While there has been no shortage of hype around the potential for mobile to power commerce made in store or even on the go, few apps have cultivated the sort of cult-like following that Pokémon Go has captured – let alone in a matter of days. The secret to the success is that Pokémon Go’s developers utilized a variety of different technologies to create an experience that first and foremost executed on its primary objective, which was entertainment. Neither the technologies nor commerce took centre stage. Instead developers focused on creating the ultimate online-to-offline experience that gripped the imagination of its participants. From there, the popularity of the game has driven commerce, but that occurred as a byproduct of the participant engaging in the game in the first place, not the other way around.

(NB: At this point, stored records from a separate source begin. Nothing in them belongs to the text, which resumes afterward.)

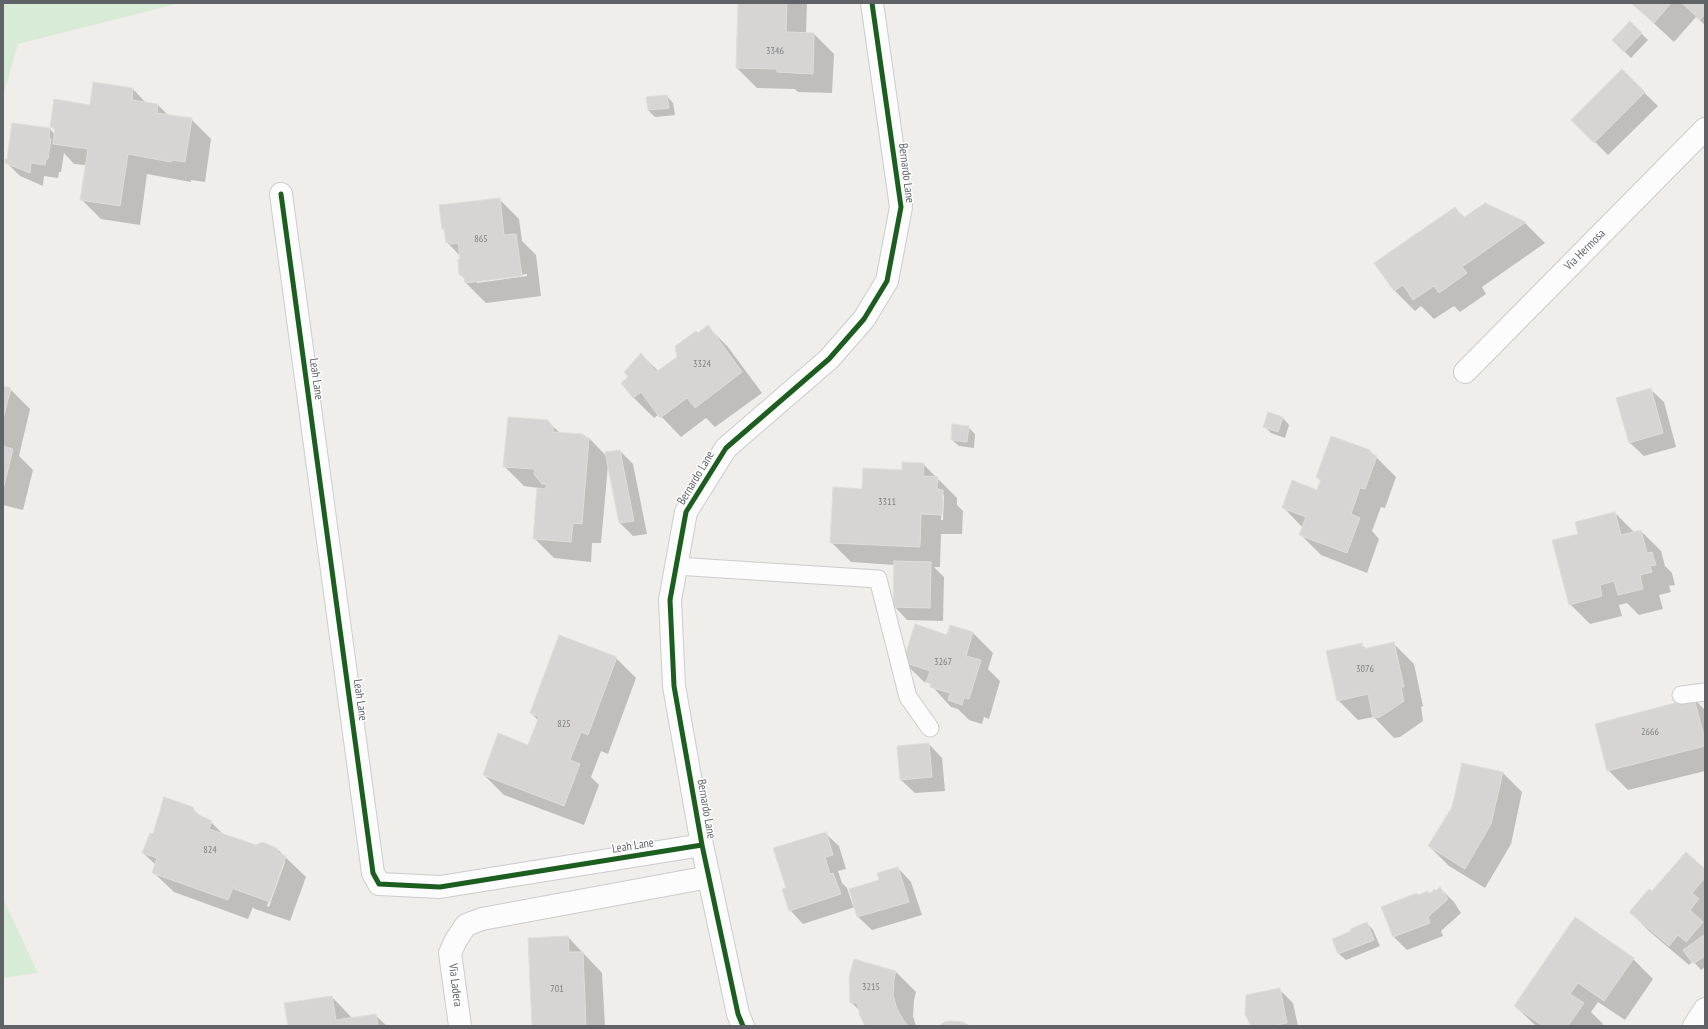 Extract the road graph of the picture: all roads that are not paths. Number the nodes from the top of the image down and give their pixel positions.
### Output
1 (872, 3) edge
2 (1705, 128) edge
3 (281, 194) dead end
4 (1465, 372) dead end
5 (676, 566) junction
6 (1705, 692) edge
7 (1681, 694) dead end
8 (930, 728) dead end
9 (702, 845) junction
10 (709, 877) junction
11 (1705, 1009) edge
12 (460, 1026) edge
13 (743, 1026) edge
14 (1694, 1026) edge

1 - 5 street, Bernardo Lane
2 - 4 street, Via Hermosa
3 - 9 street, Leah Lane
5 - 8 lane
5 - 9 street, Bernardo Lane
6 - 7 lane
9 - 10 street, Bernardo Lane
10 - 12 street, Via Ladera
10 - 13 street, Bernardo Lane
11 - 14 street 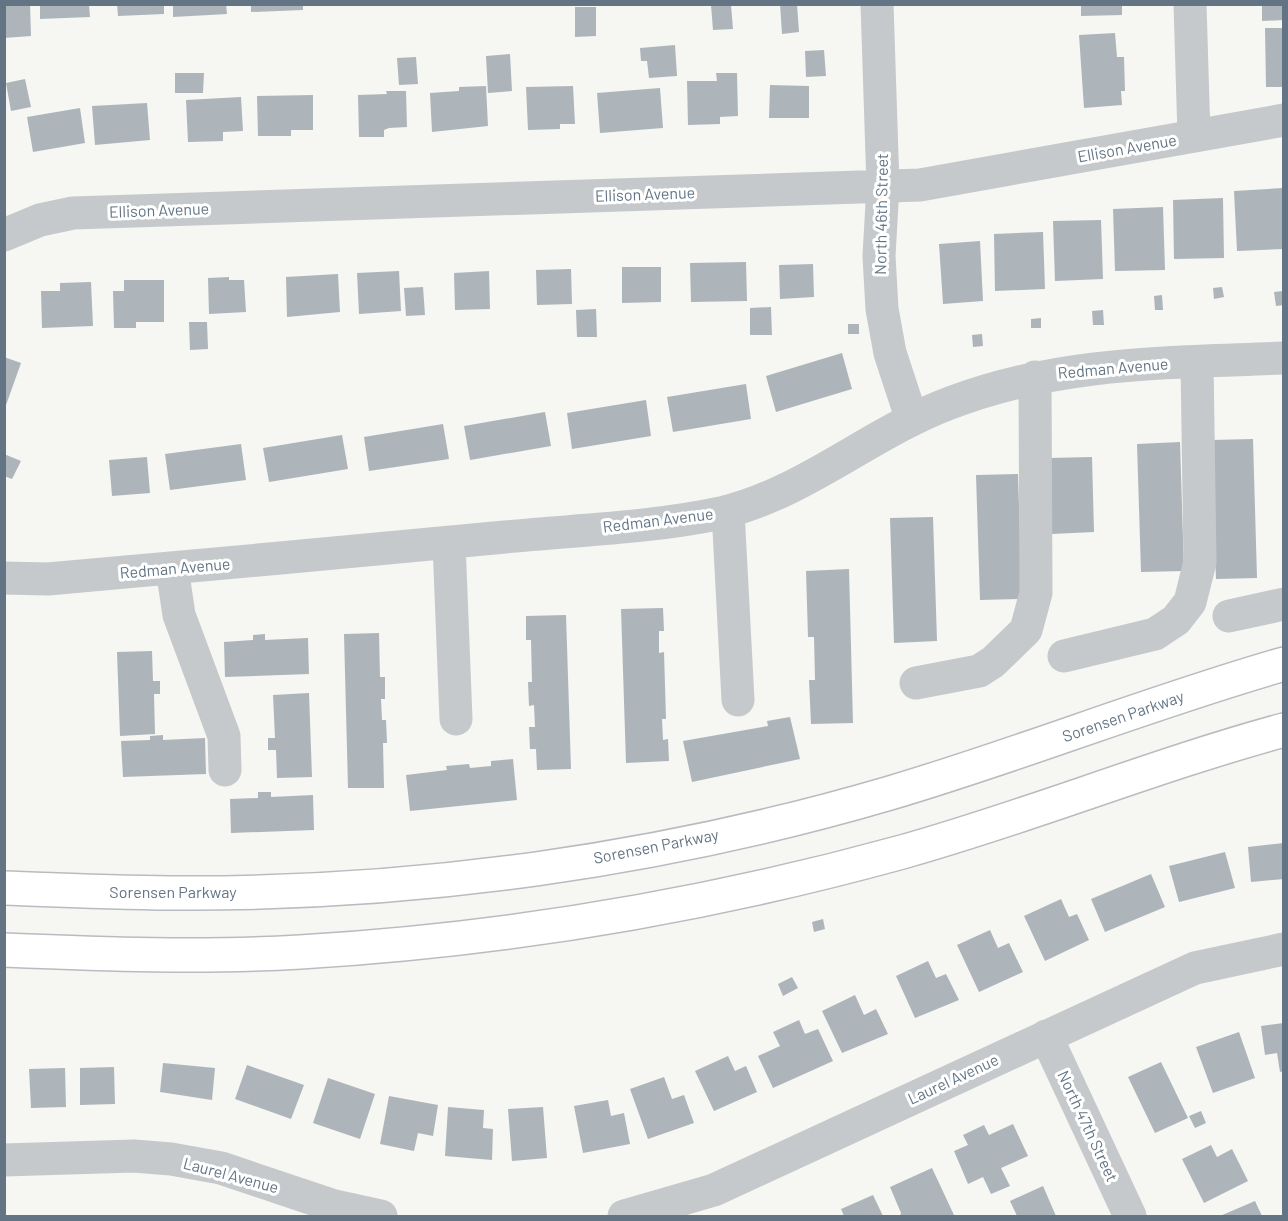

After this fad subsides and some consumers inevitably uninstall the mobile app, the takeaway for aspiring digital commerce providers will be the need to seamlessly stitch together the capabilities of various technologies to create the type of experience that drives engagement and ultimately stickiness to their mobile app. As has already unfolded with the payment, commerce increasingly will take a backseat in the minds of consumers. The future growth of commerce will be rooted in highly engaging scenarios like gamification or social media that will capture and retain the attention of up-and-coming consumers. The brands that can insert themselves into the game or conversation without seeming intrusive or pushing a hard sell will be the ones most likely to win.